在为期八个月的 Honeynet 项目中，TUV南德意志集团（以下简称“TUV SUD”）记录了超过60,000次企图闯入虚拟基础设施的尝试。Honeynet 将实际硬件和软件与一个模拟的小型自来水厂环境结合。攻击来自世界各地的服务器，有时攻击还利用伪造IP地址。TUVSUD 的Honeynet项 目证明，对基础设施及生产设施进行的针对性攻击不再是孤立事件。

　　工业4.0使得公司面临的挑战性任务是要自下而上的重新考虑他们的安全策略。数字化和相互连结性的增加使得基础设施及工业设施更为脆弱并给潜在误用（从间谍活动到破坏活动）带来了新的“机会”。TUV SUD 使用一种高互动 Honeynet 获得新的认识，这将使所有行业的公司获益。

图中文字：(control server 控制服务器, log server日志服务器, network log网络日志)

　　尝试访问及攻击的详情分析

　　TUV SUD 策略和创新副总裁 Armin Pfoh 博士表示，Honeynet 是一种设计用于吸引攻击的诱饵网络，从而允许对访问及攻击方法进行详细分析。对此项目，TUV SUD 模拟了德国一个小镇的一个自来水厂的网络。“为此，我们建立了一个高互动 Honeynet，该 Honeynet 将实际硬件和软件与虚拟网络结合起来。”Pfoh 博士解释道。该 Honeynet 的安全措施符合行业的当前水平。为确保该 Honeynet 的系统结构及防护水平与业界一致， TUV SUD的专家在开发和实施期间与基础设施行业的代表进行了合作。

　　图中文字：（ IP访问的前15国家, 唯一IP地址的数目，中国/香港，美国，韩国，日本，俄罗斯，巴西，德国，意大利，印度，台湾，英国，加拿大，墨西哥，法国，土耳其）

　　Honeynet在互联网上总计部署了八个月。首次访问尝试实际上就发生在其“上线”之时。在项目期内，TUV SUD的专家记录了来自逾150个国家的超过60,000次访问尝试。TUV SUD工业信息技术安全高级安全专家及团队经理Thomas Strtkuhl博士说：“这证明即使相对不重要的基础设施也在互联网上吸引注意力并遭到侦测。”访问IP数量占前3的国家分别是中国、美国和韩国。然而，IP地址并非攻击者实际来源的可靠指标。其中一些访问尝试是通过隐藏或伪造IP地址进行的。

　　另一项引人注意的发现是这些访问不仅是通过办公网络的标准通信协议进行的，也通过工业通信协议，如Modbus TCP或S7Comm，进行。
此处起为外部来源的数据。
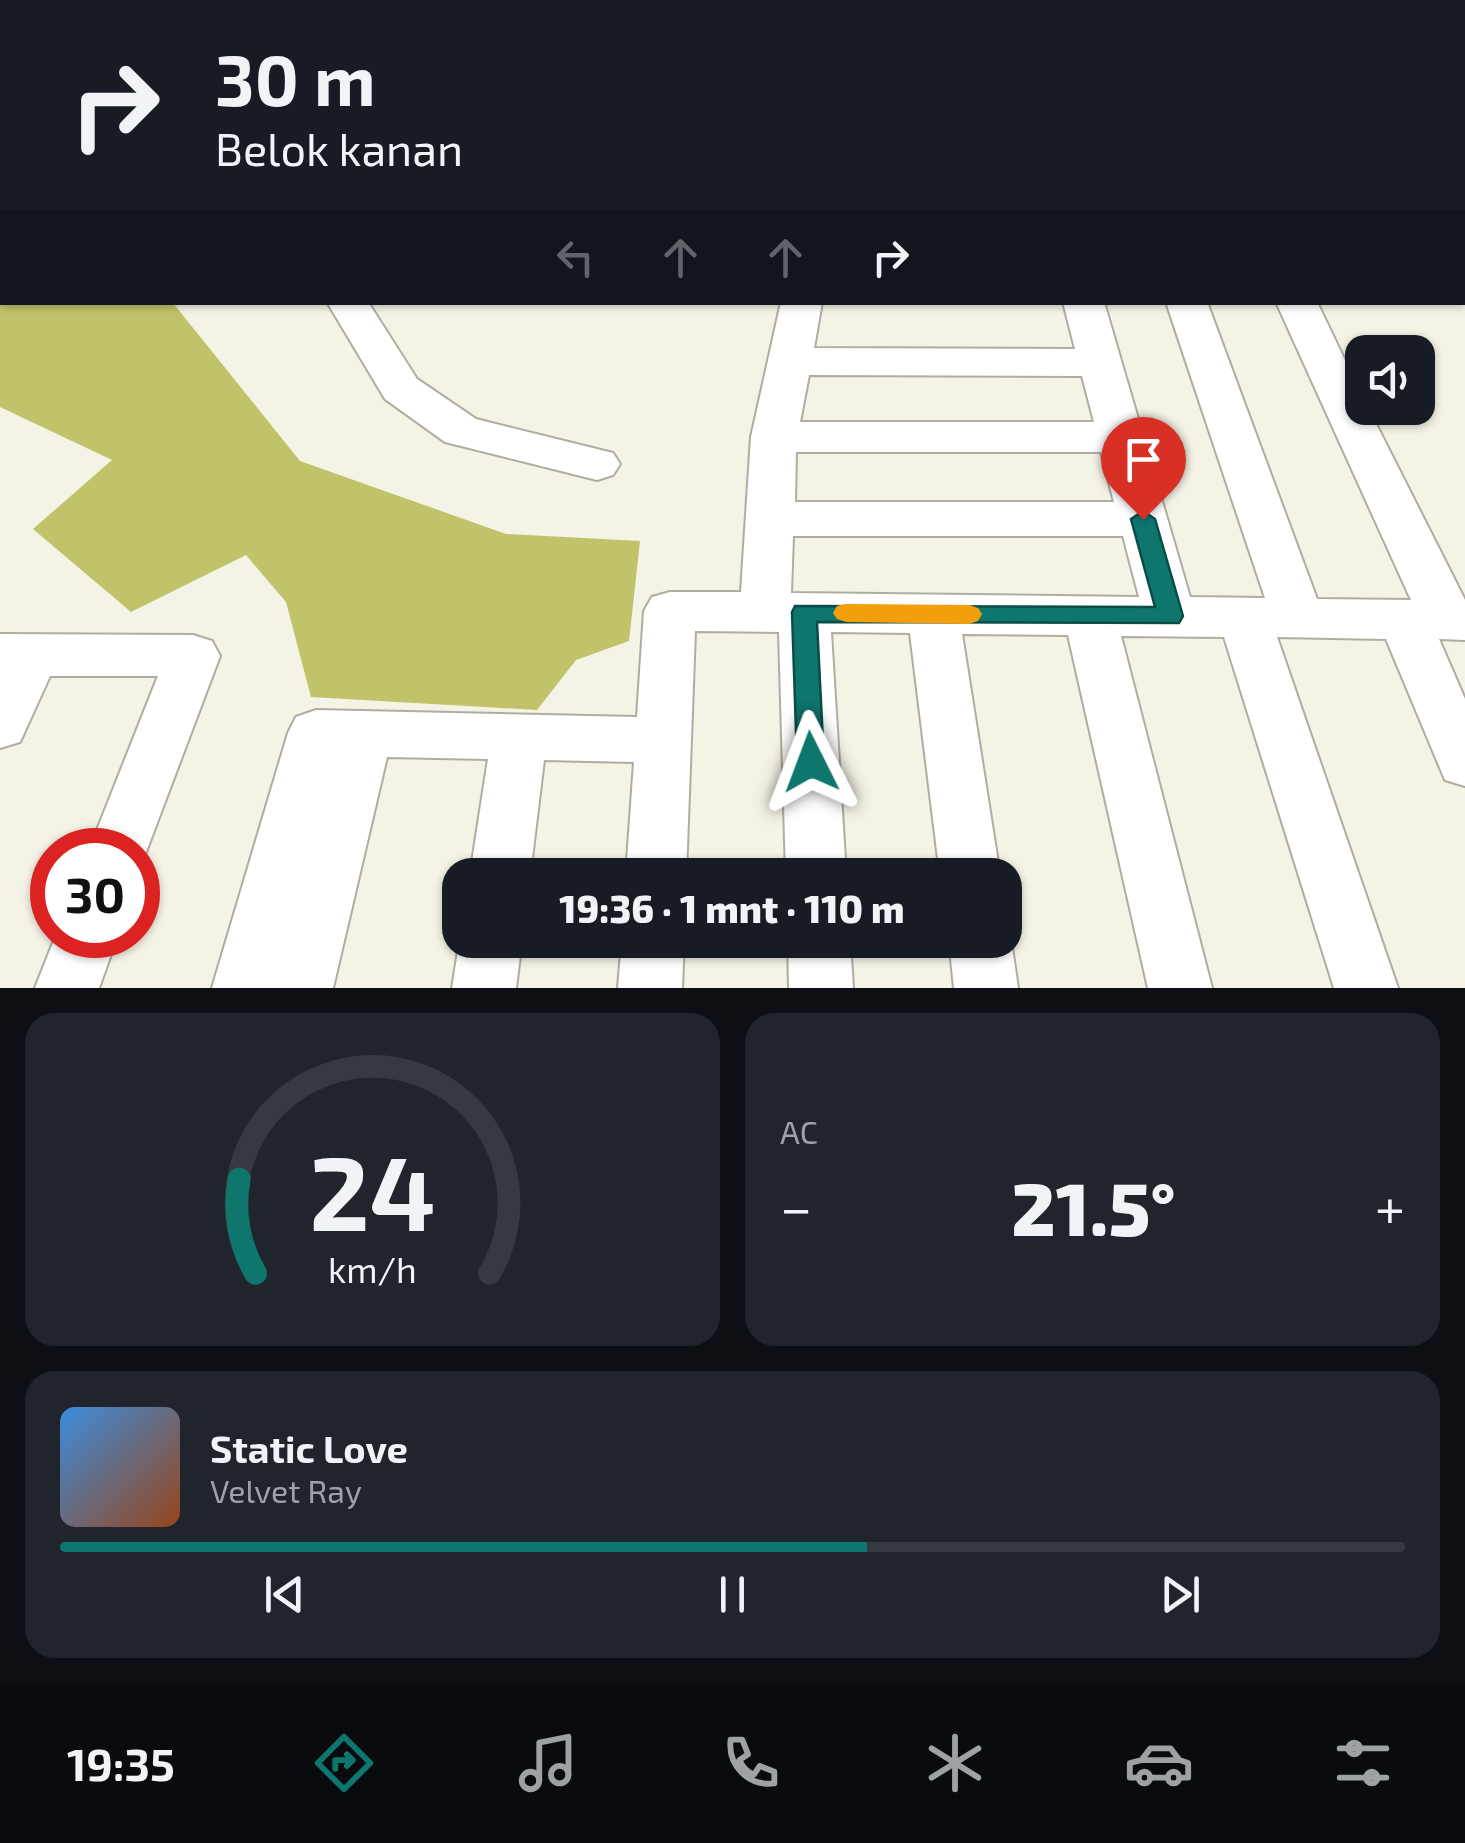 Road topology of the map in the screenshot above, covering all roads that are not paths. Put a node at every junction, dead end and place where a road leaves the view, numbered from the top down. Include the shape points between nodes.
1 (350, 305) edge
2 (801, 305) edge
3 (1084, 305) edge
4 (1187, 305) edge
5 (1297, 305) edge
6 (790, 361) junction
7 (1100, 363) junction
8 (774, 437) junction
9 (1120, 437) junction
10 (597, 464) dead end
11 (770, 519) junction
12 (1143, 519) junction
13 (785, 612) junction
14 (934, 614) junction
15 (1090, 616) junction
16 (1170, 616) junction
17 (1271, 618) junction
18 (1438, 620) edge
19 (17, 655) edge
20 (0, 726) edge
21 (365, 734) junction
22 (518, 737) junction
23 (663, 740) junction
24 (1465, 764) edge
25 (128, 828) edge
26 (502, 858) edge
27 (657, 858) edge
28 (814, 858) edge
29 (968, 858) edge
30 (78, 958) edge
31 (488, 958) edge
32 (652, 958) edge
33 (819, 958) edge
34 (982, 958) edge
35 (67, 988) edge
36 (244, 988) edge
37 (301, 988) edge
38 (484, 988) edge
39 (650, 988) edge
40 (821, 988) edge
41 (986, 988) edge
42 (1180, 988) edge
43 (1366, 988) edge

1 - 10 street via 401,389 460,431
2 - 6 street
3 - 7 street
4 - 17 street
5 - 18 street
6 - 7 street
6 - 8 street
7 - 9 street
8 - 9 street
8 - 11 street
9 - 12 street
11 - 12 street
11 - 13 street
12 - 16 street
13 - 14 street
13 - 23 street via 670,611
13 - 28 street
14 - 15 street
14 - 29 street
15 - 16 street
15 - 42 street
16 - 17 street
17 - 18 street
17 - 43 street
18 - 24 street
19 - 20 street
19 - 25 street via 193,656
21 - 22 street
21 - 36 street via 316,733
21 - 37 street
22 - 23 street
22 - 26 street
23 - 27 street
30 - 35 street
31 - 38 street
32 - 39 street
33 - 40 street
34 - 41 street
Strtkuhl博士解释道：“尽管通过工业通信协议进行的访问尝试的数量明显较少，但是这些尝试也是来自世界各地。”因此，工业信息技术安全专家确信，潜在攻击者在探索工业控制系统中安全结构的漏洞（使得潜在攻击可访问这些系统），潜在攻击包括对若干结构和装置进行的一般攻击及对预先选定系统进行的针对性攻击。

　　明确的报警信号

　　Honeynet 项目的结果是为基础设施所有者及其它工业公司提供了一个明确的报警信号。Thomas Strtkuhl 博士指出“小型或鲜为人知的公司也因互联网上进行的间谍活动而被发现并被侦测”。因此，一般性攻击期间即便并非特定目标的公司也可能成为受害者。“一旦公司因为成为一般间谍活动的目标，就会吸引潜在攻击者的注意力，针对性的攻击可能随之而来”TUV SUD 安全专家解释道。对 TUV SUD 的 Honeynet 进行的尝试攻击（通过各种通信协议发起，一个全球级别的拒绝服务攻击及两个通过两个不同工业通信协议的针对性尝试攻击）也确认了这一说法。

　　监控是制定安全措施的基础

　　TUV SUD 的专家确认以下 Honeynet 项目的主要发现：基础设施及生产设施（即便德国小镇上相对不重要的自来水厂的基础设施及生产设施）都受到了持续侦测。访问尝试可演化成攻击，从而导致重大损害风险——从窃取商业机密到破坏整个基础设施，从而可能人身伤害和环境破坏。安全防范措施未经相应调整的公司和基础设施的所有者相应面临高风险。如果公司要实际评估其风险并制定有效保护措施，则其中一项先决条件就是针对性监控。根据 Honeynet 项目的结果，监控还需延伸至潜在攻击者了解并使用的工业协议。